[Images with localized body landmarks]
----------------

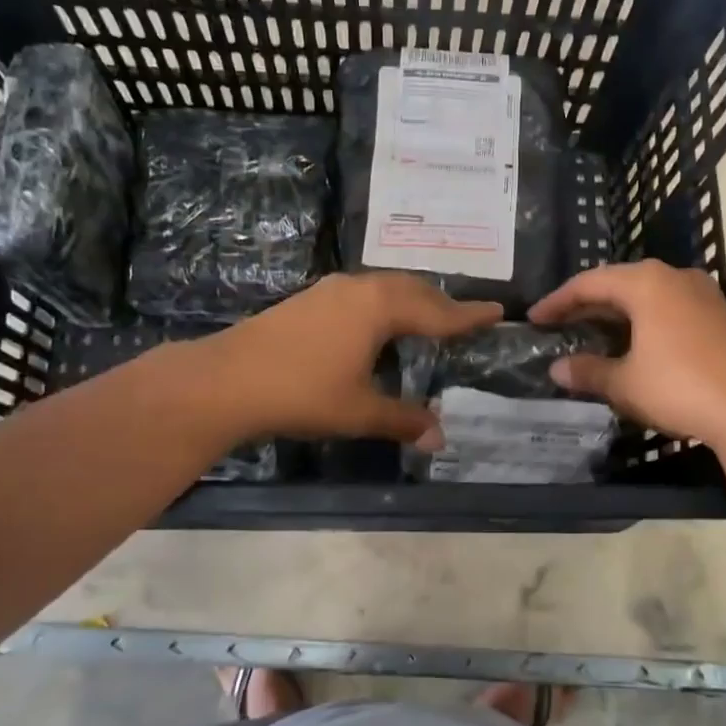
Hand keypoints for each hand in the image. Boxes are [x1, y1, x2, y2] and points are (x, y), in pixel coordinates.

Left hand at [200, 273, 501, 445]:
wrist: (227, 379)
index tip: (498, 311)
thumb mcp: (359, 411)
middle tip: (464, 319)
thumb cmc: (302, 392)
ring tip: (427, 319)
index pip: (437, 311)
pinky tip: (377, 325)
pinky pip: (363, 293)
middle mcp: (360, 288)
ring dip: (411, 301)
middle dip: (441, 304)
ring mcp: (331, 290)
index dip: (468, 315)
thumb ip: (403, 420)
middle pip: (413, 290)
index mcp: (380, 308)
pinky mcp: (310, 299)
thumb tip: (440, 438)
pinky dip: (385, 304)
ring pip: (385, 288)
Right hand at [529, 260, 725, 458]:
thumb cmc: (681, 386)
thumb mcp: (626, 383)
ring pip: (648, 298)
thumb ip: (588, 372)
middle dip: (588, 305)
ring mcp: (704, 296)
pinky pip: (671, 311)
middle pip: (620, 284)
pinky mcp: (723, 319)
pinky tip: (638, 348)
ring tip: (595, 335)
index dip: (558, 301)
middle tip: (561, 325)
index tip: (535, 319)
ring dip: (619, 315)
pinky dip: (645, 324)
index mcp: (645, 283)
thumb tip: (557, 369)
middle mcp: (675, 278)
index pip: (589, 283)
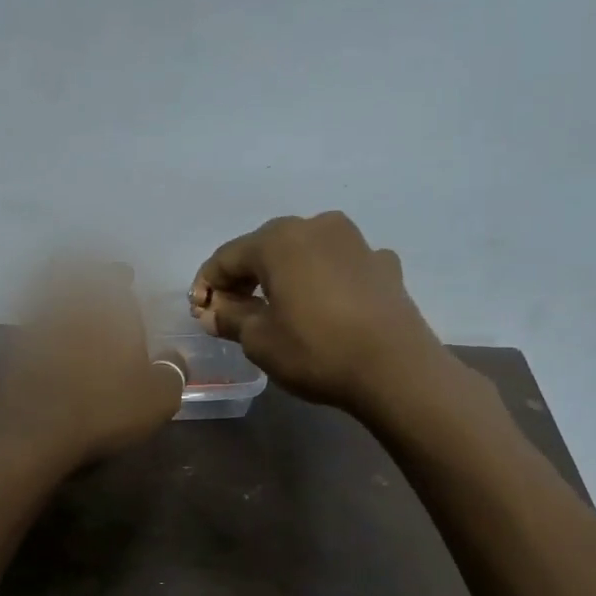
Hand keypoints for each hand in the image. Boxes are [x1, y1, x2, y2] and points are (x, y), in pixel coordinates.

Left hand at [0, 263, 182, 474]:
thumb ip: (173, 370)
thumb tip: (176, 356)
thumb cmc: (105, 408)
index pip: (115, 278)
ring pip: (47, 296)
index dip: (120, 275)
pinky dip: (39, 323)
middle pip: (73, 277)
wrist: (35, 431)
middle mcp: (72, 308)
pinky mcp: (13, 350)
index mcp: (110, 311)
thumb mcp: (158, 398)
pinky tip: (48, 339)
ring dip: (58, 293)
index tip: (124, 275)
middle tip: (93, 280)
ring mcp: (38, 327)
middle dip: (84, 275)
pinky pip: (30, 324)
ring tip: (70, 306)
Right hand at [189, 212, 448, 416]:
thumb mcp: (259, 340)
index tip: (199, 311)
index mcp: (279, 240)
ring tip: (277, 308)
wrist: (396, 369)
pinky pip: (339, 266)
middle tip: (232, 311)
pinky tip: (325, 306)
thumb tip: (214, 310)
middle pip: (266, 249)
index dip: (207, 284)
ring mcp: (356, 242)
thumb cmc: (316, 350)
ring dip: (285, 276)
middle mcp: (317, 226)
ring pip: (305, 253)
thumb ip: (229, 317)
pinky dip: (324, 281)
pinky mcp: (383, 264)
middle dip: (245, 278)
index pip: (227, 257)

----------------

Copy the records above exactly, leaving out every picture.

Hand keypoints for each hand in the image. Boxes are [x1, y1, x2, y2] and points are (x, y), in pixel coordinates.

Left hand at [200, 273, 501, 445]:
wrist: (227, 379)
index tip: (498, 311)
thumb mcp: (359, 411)
middle tip: (464, 319)
thumb cmc: (302, 392)
ring tip: (427, 319)
index pip: (437, 311)
pinky tip: (377, 325)
pinky pip: (363, 293)
middle mcp: (360, 288)
ring dip: (411, 301)
middle dip: (441, 304)
ring mcp: (331, 290)
index dip: (468, 315)
thumb ip: (403, 420)
middle pip: (413, 290)
index mcp: (380, 308)
pinky mcp: (310, 299)
thumb tip: (440, 438)
pinky dip: (385, 304)
ring pip: (385, 288)
Right hand at [529, 260, 725, 458]:
thumb cmc: (681, 386)
thumb mcp: (626, 383)
ring pip: (648, 298)
thumb ip: (588, 372)
middle dip: (588, 305)
ring mcp: (704, 296)
pinky pip: (671, 311)
middle pip: (620, 284)
pinky mcp: (723, 319)
pinky tip: (638, 348)
ring tip: (595, 335)
index dip: (558, 301)
middle tip: (561, 325)
index tip: (535, 319)
ring dip: (619, 315)
pinky dip: (645, 324)
index mcp: (645, 283)
thumb tip: (557, 369)
middle mcp: (675, 278)
index pip: (589, 283)
Hand keypoints for each hand in the image. Boxes are [x1, y1, x2, y2] and points are (x, y), in pixel coordinates.

Left hand at [0, 263, 182, 474]:
thumb ip: (173, 370)
thumb tip: (176, 356)
thumb cmc: (105, 408)
index pip: (115, 278)
ring pip: (47, 296)
index dip: (120, 275)
pinky dip: (39, 323)
middle pip: (73, 277)
wrist: (35, 431)
middle mcp: (72, 308)
pinky mcp: (13, 350)
index mcp: (110, 311)
thumb mcp: (158, 398)
pinky tip: (48, 339)
ring dip: (58, 293)
index tip: (124, 275)
middle tip: (93, 280)
ring mcp: (38, 327)
middle dip: (84, 275)
pinky pip: (30, 324)
ring tip: (70, 306)
Right hand at [189, 212, 448, 416]:
thumb mcp: (259, 340)
index tip: (199, 311)
index mcp: (279, 240)
ring tip: (277, 308)
wrist: (396, 369)
pinky pip: (339, 266)
middle tip: (232, 311)
pinky tip: (325, 306)
thumb tip: (214, 310)
middle pip: (266, 249)
index dip: (207, 284)
ring mcp: (356, 242)
thumb cmc: (316, 350)
ring dip: (285, 276)
middle mcp: (317, 226)
ring pip: (305, 253)
thumb ip: (229, 317)
pinky dip: (324, 281)
pinky mcp: (383, 264)
middle dip: (245, 278)
index pip: (227, 257)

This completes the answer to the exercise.